Studies on electrochemical treatment of wastewater contaminated with organotin compounds.

Different anode materials were tested to evaluate their suitability to eliminate organotin compounds electrochemically from shipyard process waters. The capacity of two types of anode materials was investigated: niobium coated with boron-doped diamond (BDD) and titanium coated with iridium dioxide, (Ti/IrO(2)). The aim of this work was to characterize the performance of the process using both anode materials at different current densities, and also to evaluate the generation of by-products. A further objective of this work was to evaluate if operating at low potentials with BDD anodes (to avoid the generation of elemental oxygen) the consumption of energy for degradation of pollutants could be minimized. The processes were tested on synthetic and real shipyard water containing approximately 25,000ngL(-1) of tributyltin (TBT) (as Sn) and 5,000ngL(-1) dibutyltin. The range of current densities was between 6 and 70mAcm(-2). The results showed that electrochemical treatment is suitable to eliminate organotins down to very low concentrations following a stepwise debutylation mechanism. Both anode materials exhibited a similar performance with energy consumption in the range of 7-10kWhm(-3) in order to decrease organotins down to 100ngL(-1) (as Sn).

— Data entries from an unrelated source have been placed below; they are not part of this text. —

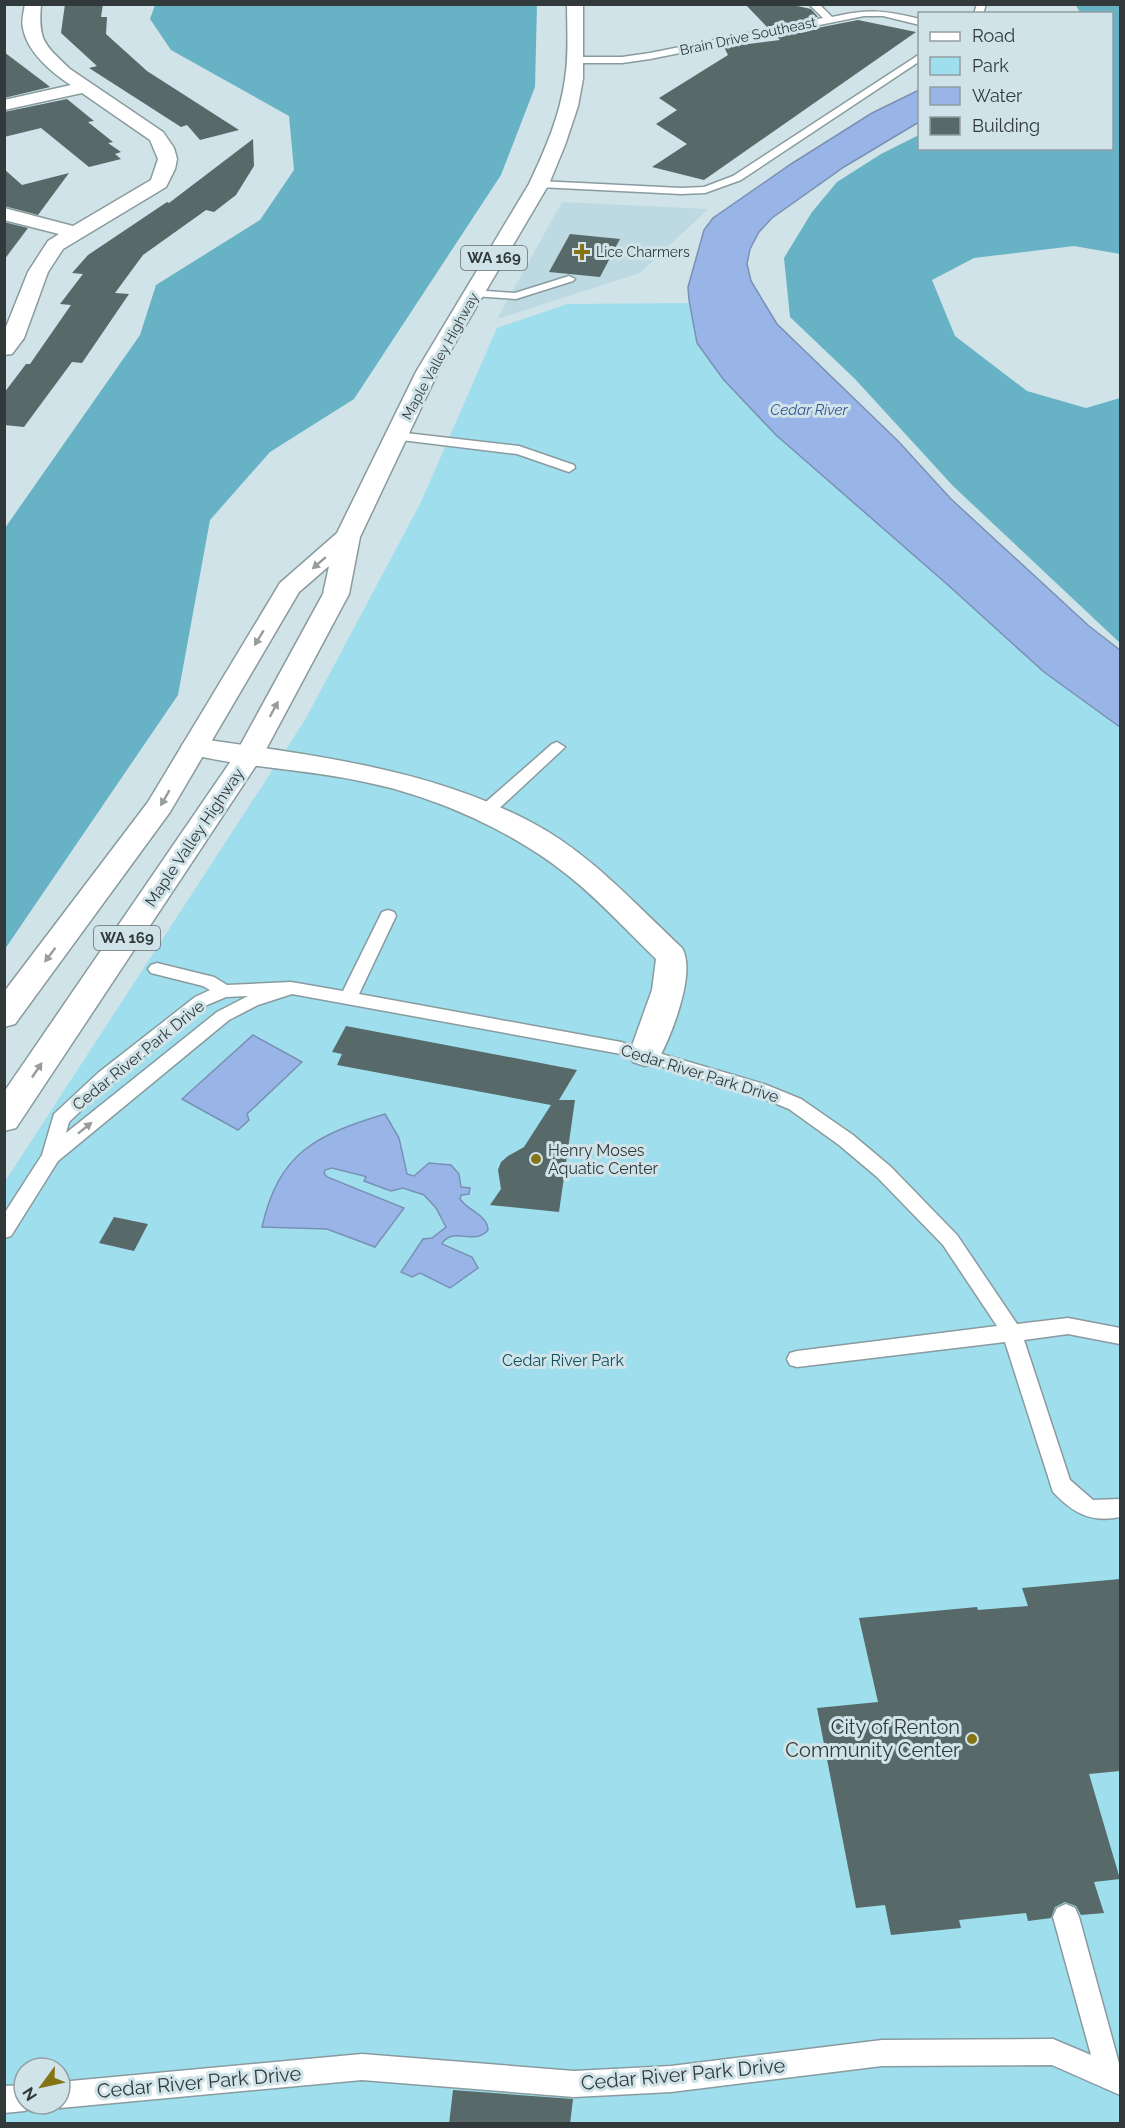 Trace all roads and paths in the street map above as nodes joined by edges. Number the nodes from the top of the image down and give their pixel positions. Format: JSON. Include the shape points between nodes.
{"nodes":[{"id":1,"x":33,"y":4,"type":"edge"},
{"id":2,"x":575,"y":4,"type":"edge"},
{"id":3,"x":813,"y":4,"type":"edge"},
{"id":4,"x":893,"y":7,"type":"dead end"},
{"id":5,"x":864,"y":13,"type":"junction"},
{"id":6,"x":830,"y":19,"type":"junction"},
{"id":7,"x":918,"y":22,"type":"edge"},
{"id":8,"x":918,"y":58,"type":"edge"},
{"id":9,"x":575,"y":60,"type":"junction"},
{"id":10,"x":87,"y":87,"type":"junction"},
{"id":11,"x":4,"y":105,"type":"edge"},
{"id":12,"x":539,"y":184,"type":"junction"},
{"id":13,"x":4,"y":214,"type":"edge"},
{"id":14,"x":74,"y":232,"type":"junction"},
{"id":15,"x":569,"y":279,"type":"dead end"},
{"id":16,"x":473,"y":293,"type":"junction"},
{"id":17,"x":4,"y":349,"type":"edge"},
{"id":18,"x":397,"y":436,"type":"junction"},
{"id":19,"x":569,"y":468,"type":"dead end"},
{"id":20,"x":348,"y":537,"type":"junction"},
{"id":21,"x":195,"y":747,"type":"junction"},
{"id":22,"x":557,"y":747,"type":"dead end"},
{"id":23,"x":249,"y":755,"type":"junction"},
{"id":24,"x":485,"y":812,"type":"junction"},
{"id":25,"x":388,"y":916,"type":"dead end"},
{"id":26,"x":157,"y":969,"type":"dead end"},
{"id":27,"x":291,"y":988,"type":"junction"},
{"id":28,"x":224,"y":991,"type":"junction"},
{"id":29,"x":348,"y":998,"type":"junction"},
{"id":30,"x":4,"y":1016,"type":"edge"},
{"id":31,"x":645,"y":1054,"type":"junction"},
{"id":32,"x":4,"y":1119,"type":"edge"},
{"id":33,"x":51,"y":1156,"type":"junction"},
{"id":34,"x":4,"y":1231,"type":"edge"},
{"id":35,"x":1012,"y":1333,"type":"junction"},
{"id":36,"x":1120,"y":1336,"type":"edge"},
{"id":37,"x":797,"y":1359,"type":"dead end"},
{"id":38,"x":1120,"y":1508,"type":"edge"},
{"id":39,"x":1066,"y":1917,"type":"dead end"},
{"id":40,"x":1115,"y":2080,"type":"edge"},
{"id":41,"x":72,"y":2094,"type":"edge"}],
"edges":[{"from":1,"to":10,"type":"main road","via":[[22,28],[64,73]]},
{"from":2,"to":9,"type":"main road","name":"Maple Valley Highway","number":"WA 169"},
{"from":3,"to":6,"type":"lane"},
{"from":4,"to":5,"type":"lane"},
{"from":5,"to":6,"type":"lane","name":"Brain Drive Southeast"},
{"from":5,"to":7,"type":"lane","name":"Brain Drive Southeast"},
{"from":6,"to":9,"type":"lane","name":"Brain Drive Southeast","via":[[650,56]]},
{"from":8,"to":12,"type":"lane","via":[[721,186],[681,191]]},
{"from":9,"to":12,"type":"main road","name":"Maple Valley Highway","number":"WA 169","via":[[562,129]]},
{"from":10,"to":11,"type":"main road"},
{"from":10,"to":14,"type":"main road","via":[[157,135],[166,149],[168,165],[159,183]]},
{"from":12,"to":16,"type":"main road","name":"Maple Valley Highway","number":"WA 169"},
{"from":13,"to":14,"type":"main road"},
{"from":14,"to":17,"type":"main road","via":[[46,257],[13,338]]},
{"from":15,"to":16,"type":"lane","via":[[516,296]]},
{"from":16,"to":18,"type":"main road","name":"Maple Valley Highway","number":"WA 169","via":[[427,372]]},
{"from":18,"to":19,"type":"lane","via":[[519,450]]},
{"from":18,"to":20,"type":"main road","name":"Maple Valley Highway","number":"WA 169"},
{"from":20,"to":21,"type":"main road","name":"Maple Valley Highway","number":"WA 169","one_way":true,"via":[[289,588]]},
{"from":23,"to":20,"type":"main road","name":"Maple Valley Highway","number":"WA 169","one_way":true,"via":[[336,594]]},
{"from":21,"to":23,"type":"main road"},
{"from":21,"to":30,"type":"main road","name":"Maple Valley Highway","number":"WA 169","one_way":true,"via":[[160,806]]},
{"from":22,"to":24,"type":"lane"},
{"from":23,"to":24,"type":"main road","via":[[367,773],[416,786]]},
{"from":32,"to":23,"type":"main road","name":"Maple Valley Highway","number":"WA 169","one_way":true},
{"from":24,"to":31,"type":"main road","via":[[520,828],[581,870],[671,956],[673,966],[665,998]]},
{"from":25,"to":29,"type":"lane"},
{"from":26,"to":28,"type":"lane","via":[[208,981]]},
{"from":27,"to":28,"type":"lane","name":"Cedar River Park Drive"},
{"from":27,"to":29,"type":"lane","name":"Cedar River Park Drive"},
{"from":33,"to":27,"type":"lane","name":"Cedar River Park Drive","one_way":true,"via":[[223,1016]]},
{"from":28,"to":33,"type":"lane","name":"Cedar River Park Drive","via":[[201,1001],[104,1078],[61,1119]]},
{"from":29,"to":31,"type":"lane","name":"Cedar River Park Drive"},
{"from":31,"to":35,"type":"lane","name":"Cedar River Park Drive","via":[[795,1104],[846,1140],[884,1172],[950,1240]]},
{"from":33,"to":34,"type":"lane","name":"Cedar River Park Drive"},
{"from":35,"to":36,"type":"lane","via":[[1068,1326]]},
{"from":35,"to":37,"type":"lane"},
{"from":35,"to":38,"type":"lane","name":"Cedar River Park Drive","via":[[1061,1485],[1086,1508],[1100,1512]]},
{"from":39,"to":40,"type":"lane"},
{"from":40,"to":41,"type":"lane","name":"Cedar River Park Drive","via":[[1053,2052],[882,2053],[670,2079],[574,2084],[362,2067]]}]}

For the water composition tested, BDD did not outperform Ti/IrO(2) as initially expected, most probably because organotins were not only oxidized by OH, but also by active chlorine compounds generated by the oxidation of chloride present in the wastewater (1.6gL(-1), Cl(-)) with both anode materials. It was also found that the residual oxidants remaining in the treated effluent had to be eliminated if the water is to be discharged safely in the aquatic environment.